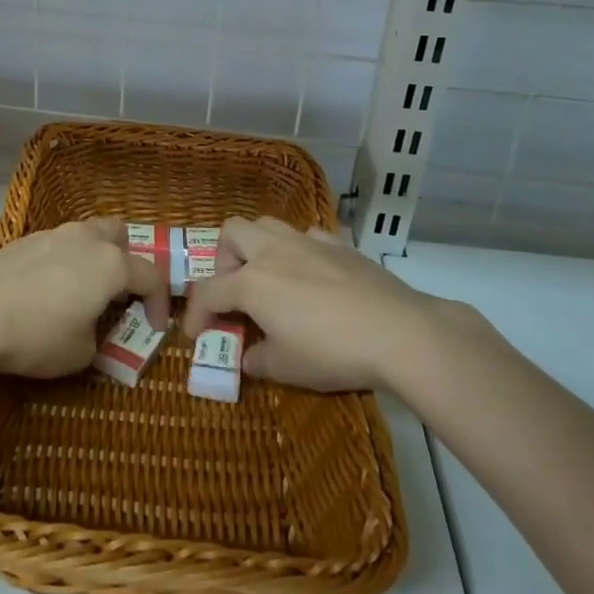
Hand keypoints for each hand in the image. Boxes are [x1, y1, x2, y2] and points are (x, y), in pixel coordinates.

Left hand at [0, 219, 166, 379]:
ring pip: (86, 235)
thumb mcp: (81, 353)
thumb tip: (92, 329)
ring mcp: (52, 234)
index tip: (156, 328)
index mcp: (111, 265)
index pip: (151, 277)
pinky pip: (57, 246)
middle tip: (118, 294)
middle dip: (127, 262)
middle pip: (120, 236)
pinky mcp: (23, 241)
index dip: (160, 304)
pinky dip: (63, 263)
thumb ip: (99, 337)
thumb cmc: (37, 335)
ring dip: (93, 259)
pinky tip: (46, 291)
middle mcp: (86, 240)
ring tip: (81, 292)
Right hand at [179, 216, 479, 391]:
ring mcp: (308, 242)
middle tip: (234, 292)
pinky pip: (307, 236)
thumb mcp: (286, 368)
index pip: (208, 292)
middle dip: (222, 260)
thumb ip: (258, 359)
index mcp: (251, 282)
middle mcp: (273, 252)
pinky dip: (299, 251)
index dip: (196, 315)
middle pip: (231, 233)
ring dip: (257, 247)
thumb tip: (248, 355)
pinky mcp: (339, 244)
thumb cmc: (331, 351)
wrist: (398, 332)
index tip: (196, 335)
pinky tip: (311, 276)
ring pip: (267, 224)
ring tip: (269, 278)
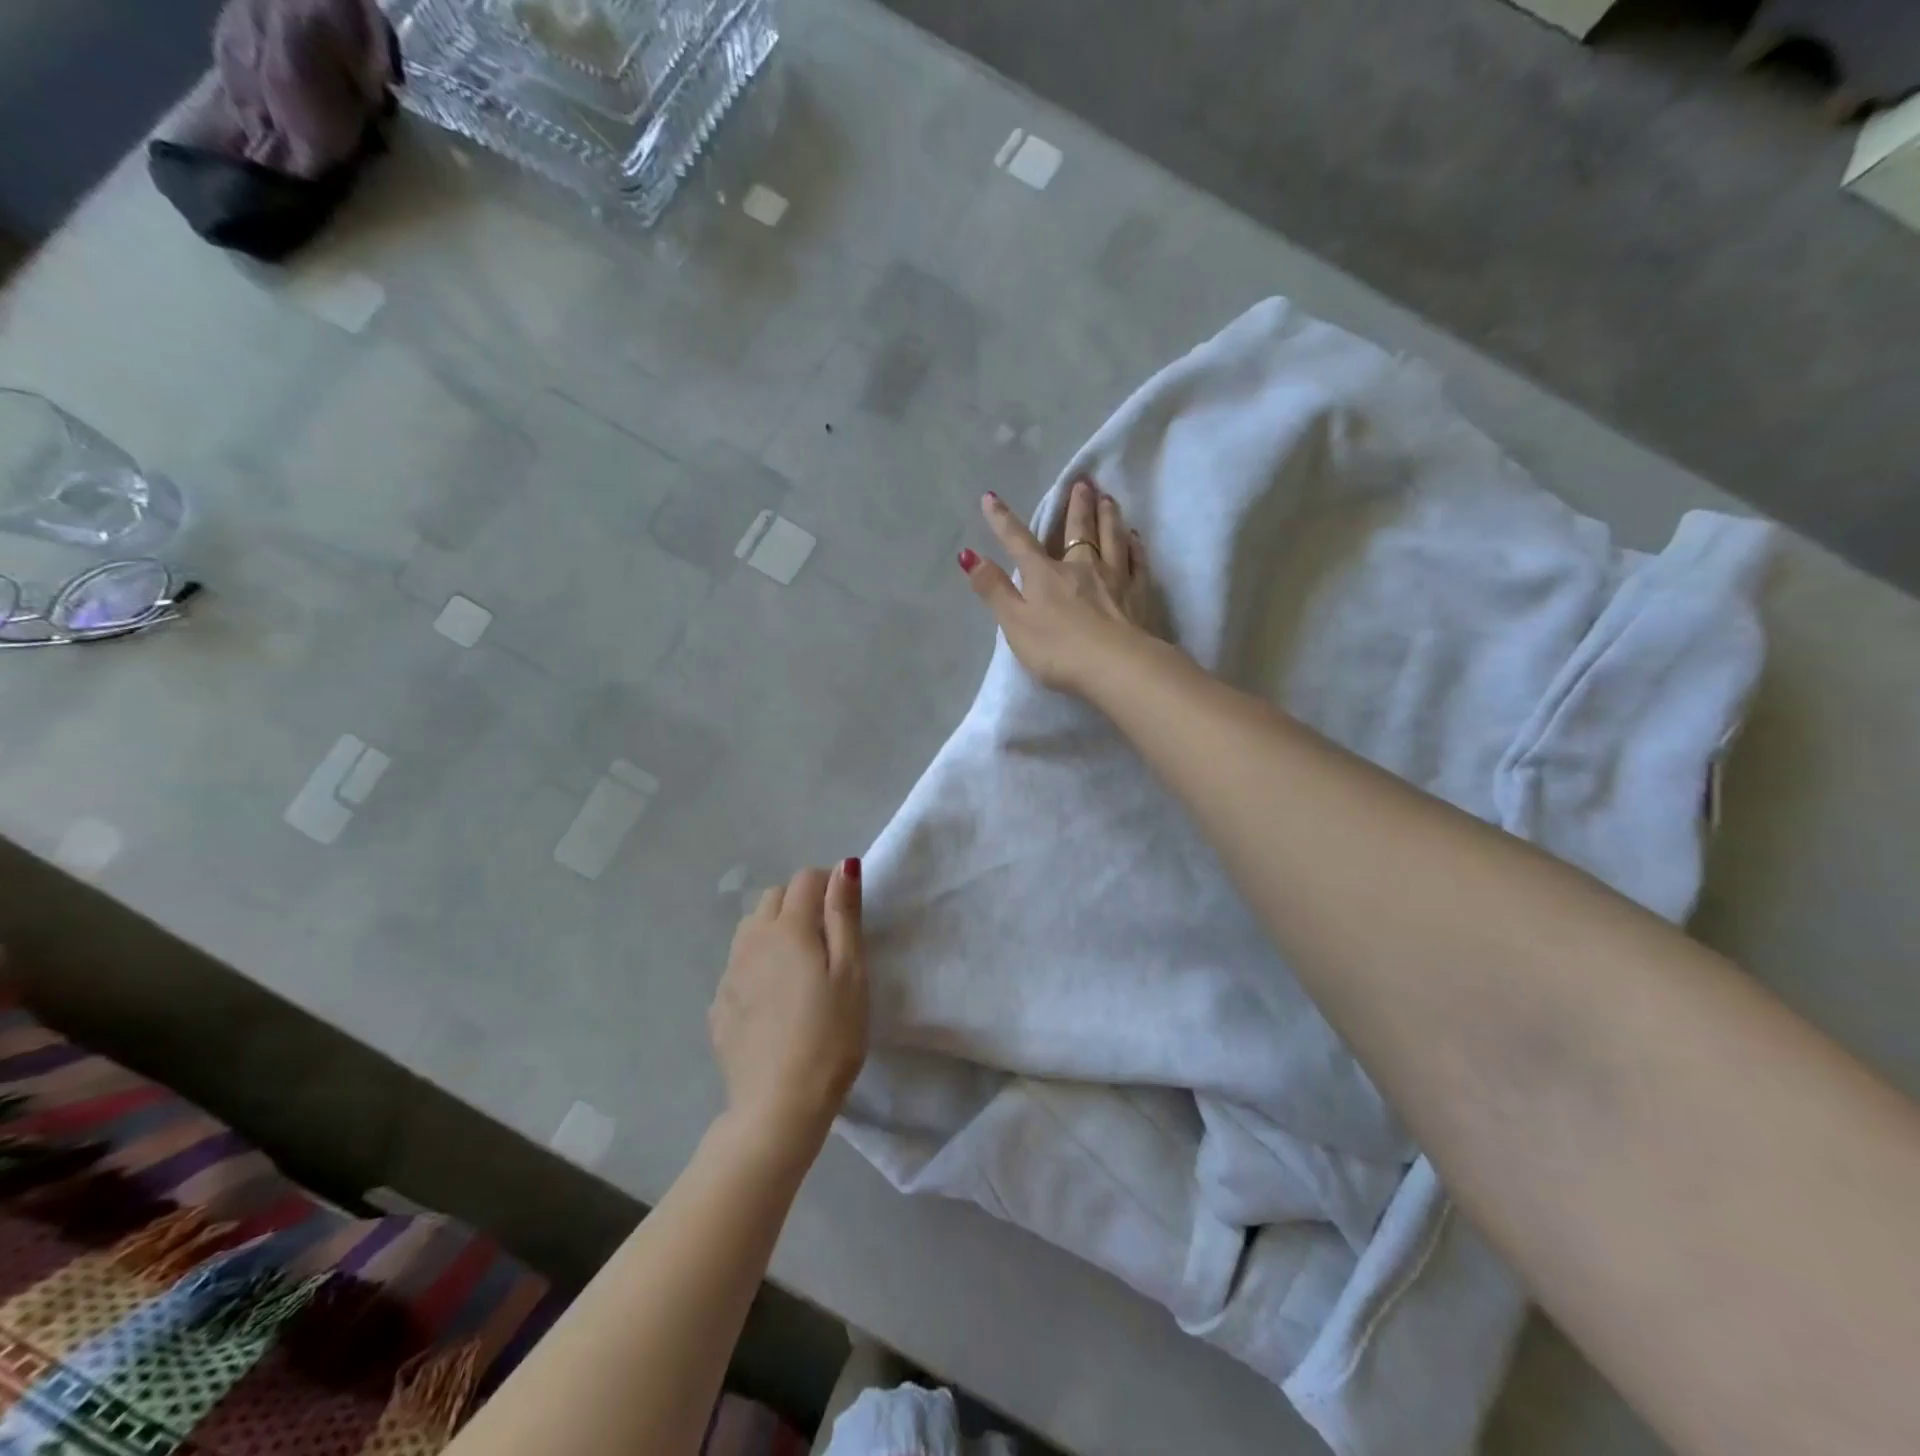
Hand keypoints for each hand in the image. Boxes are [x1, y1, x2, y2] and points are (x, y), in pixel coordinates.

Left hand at [709, 861, 868, 1149]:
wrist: (777, 1107)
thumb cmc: (830, 1037)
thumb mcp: (851, 973)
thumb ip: (844, 915)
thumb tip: (843, 866)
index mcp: (788, 928)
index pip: (805, 879)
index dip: (829, 885)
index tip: (846, 913)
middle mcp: (751, 941)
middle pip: (773, 898)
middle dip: (800, 903)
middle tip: (827, 941)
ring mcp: (729, 974)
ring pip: (750, 930)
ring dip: (774, 931)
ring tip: (798, 968)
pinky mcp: (718, 1006)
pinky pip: (738, 966)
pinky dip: (757, 966)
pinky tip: (774, 1001)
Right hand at [959, 478, 1157, 695]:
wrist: (1115, 666)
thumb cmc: (1058, 649)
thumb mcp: (1015, 623)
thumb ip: (993, 589)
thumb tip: (969, 555)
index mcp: (1045, 575)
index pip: (1019, 541)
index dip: (1002, 520)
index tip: (991, 497)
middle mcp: (1081, 567)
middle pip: (1077, 530)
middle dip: (1076, 505)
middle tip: (1083, 482)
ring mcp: (1114, 578)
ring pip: (1111, 538)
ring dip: (1108, 516)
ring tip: (1108, 498)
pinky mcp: (1139, 595)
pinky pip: (1137, 562)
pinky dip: (1135, 546)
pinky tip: (1135, 537)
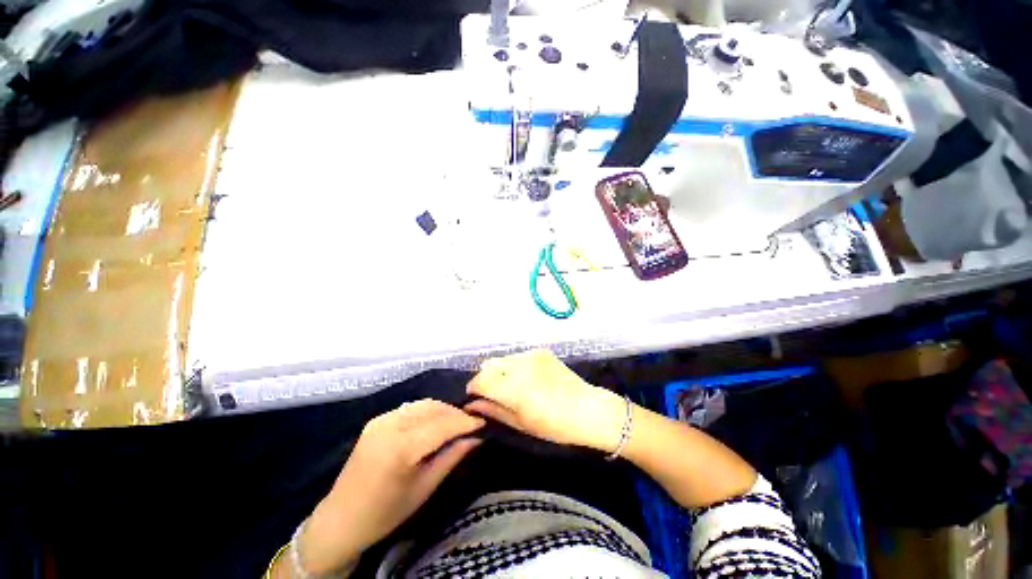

——

• [Work item]
Starting at the line that has "ring tip: (798, 968)" in the records above, restate word for word every line until the one that has "index dip: (1002, 520)", and include that one as well.

• [Written response]
ring tip: (798, 968)
pinky mcp: (718, 1006)
pinky pip: (738, 966)
pinky dip: (757, 966)
pinky tip: (774, 1001)
Right hand at [959, 478, 1157, 695]:
wrist: (1115, 666)
thumb cmc: (1058, 649)
thumb mcp: (1015, 623)
thumb ip: (993, 589)
thumb tip: (969, 555)
index mcp: (1045, 575)
index pip: (1019, 541)
index dip: (1002, 520)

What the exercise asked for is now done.